I don't have this setup either, but it is preferred by Voipo. It must be secure enough, otherwise you'd be hearing of more ATA's being attacked or hacked.
Ok, I stand corrected. I missed the fact you statically assigned the IP's on the RT with the same subnet.
Router setup:
IP: 172.20.0.1
Subnet: 255.255.255.0
Gateway: 0.0.0.0
DHCP enabled: starting IP pool of 172.20.0.100
RT LAN:
IP: 172.20.0.2
Subnet: 255.255.255.0
Gateway: 172.20.0.1
RT WAN:
IP: 172.20.0.3
Subnet: 255.255.255.0
Gateway: 172.20.0.1
LAN and WAN ports on the RT are set with static IP's which are on the same subnet as the router and do not automatically obtain IP's from the WRT. The RT is acting like a switch as you mentioned, so there's only a single NAT between your public IP and your RT which is good.

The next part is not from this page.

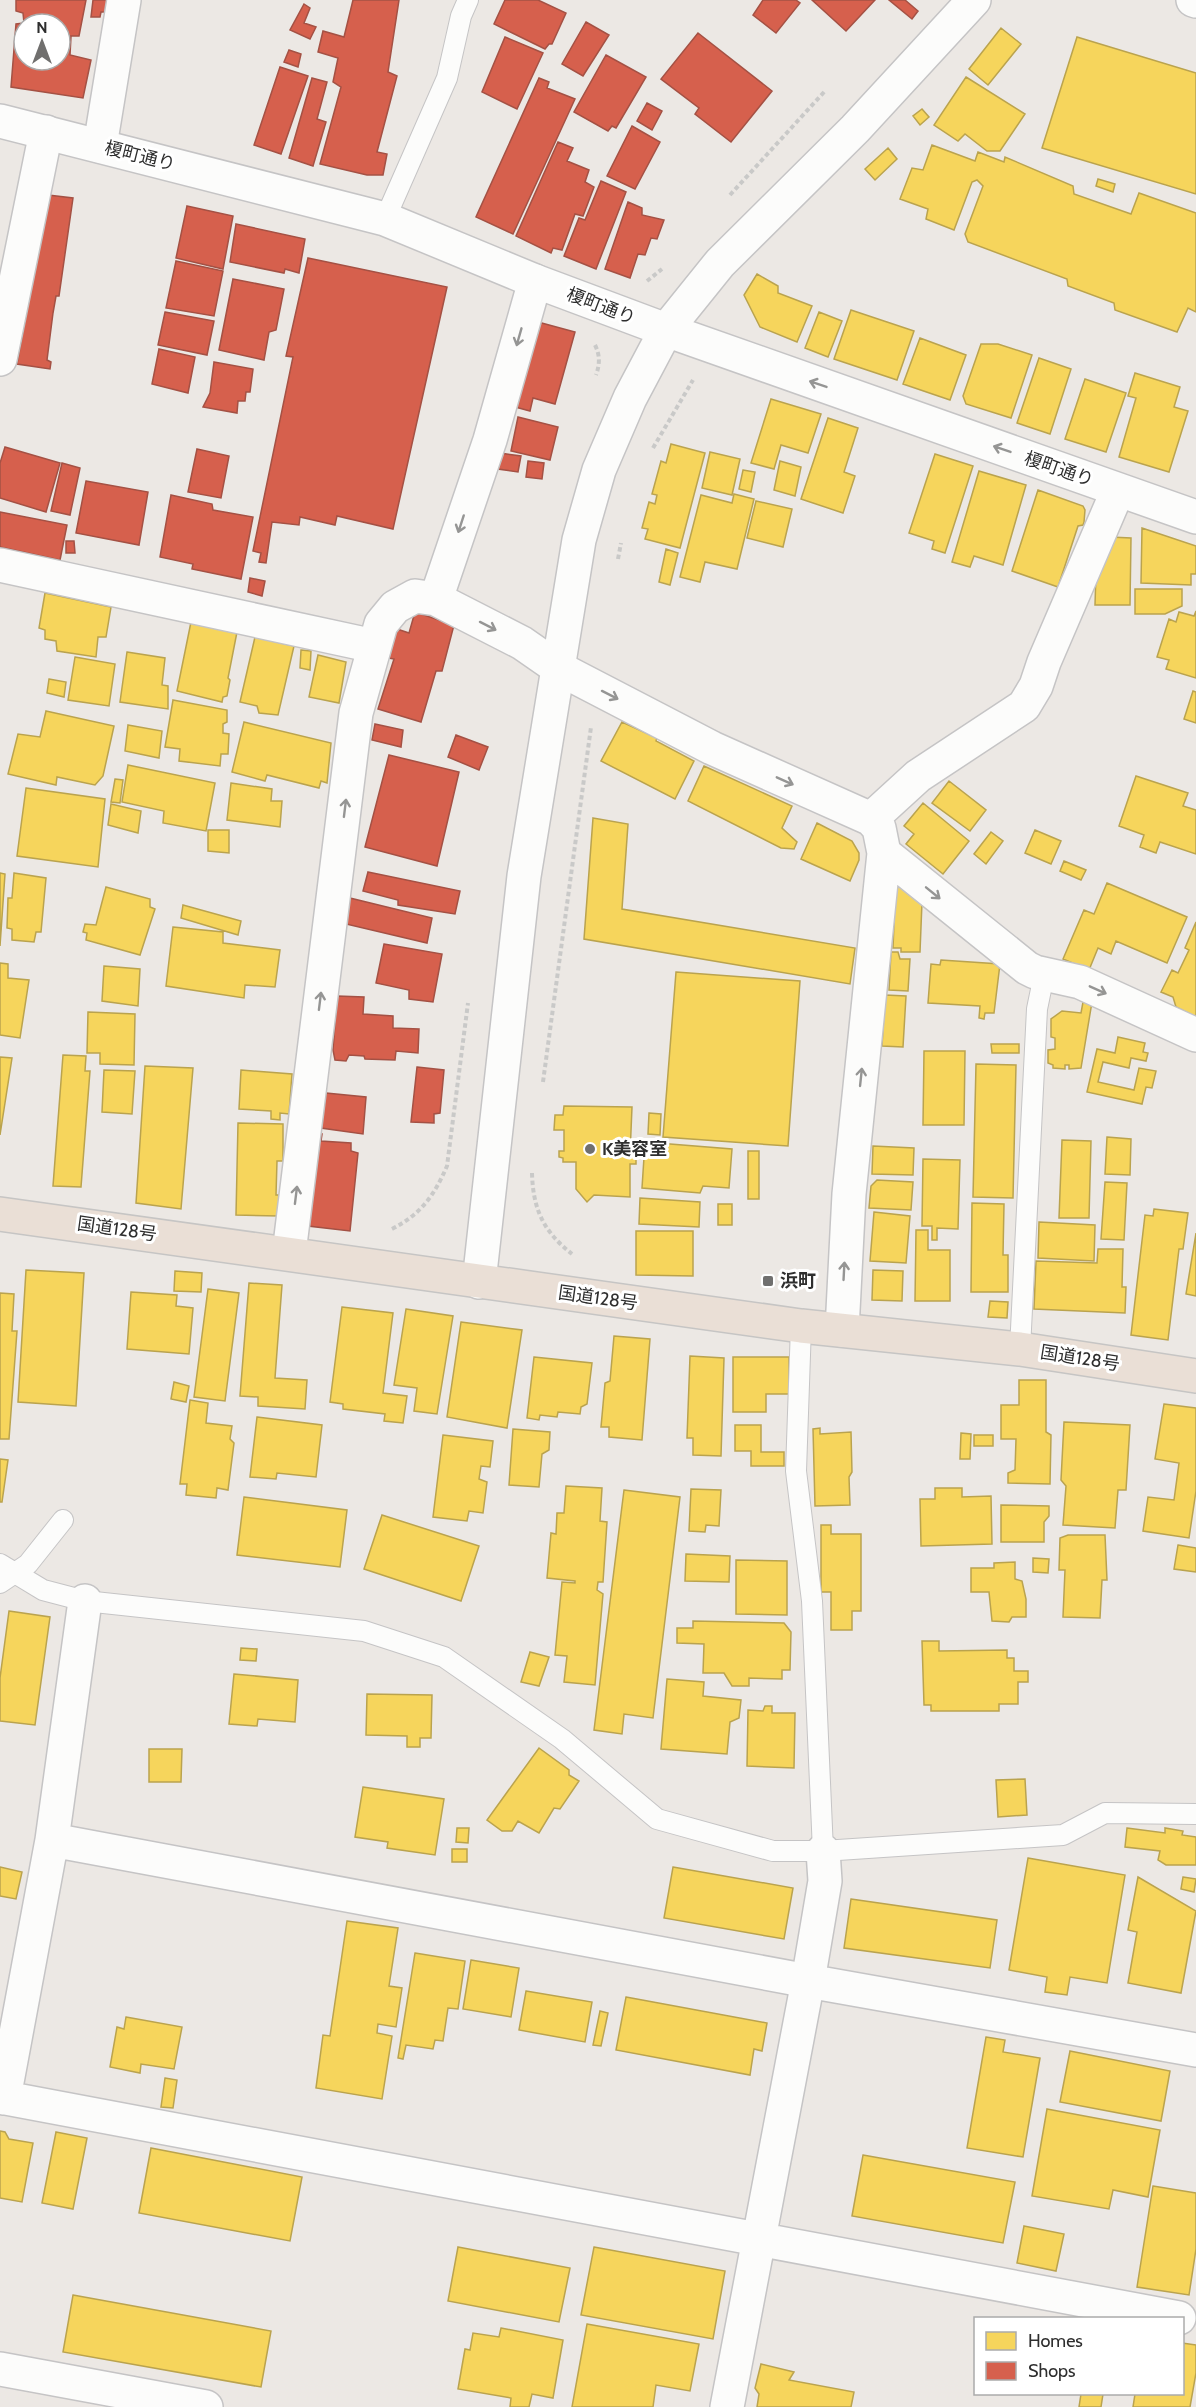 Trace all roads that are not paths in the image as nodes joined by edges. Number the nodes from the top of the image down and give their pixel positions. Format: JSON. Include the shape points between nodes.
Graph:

I do see a problem as chpalmer pointed out in his post. Your WRT's gateway should be 172.20.0.1 not 0.0.0.0 It's possible when you had the RT's WAN hooked up to the WRT's LAN that the router assigned this gateway to the RT as well. I'm assuming of course that you had the RT automatically obtain its IP address from the WRT's IP pool when you tried it before. You might want to see if that was the problem. If this resolves the issue, then you would want to reserve or assign a static IP for the RT in the router.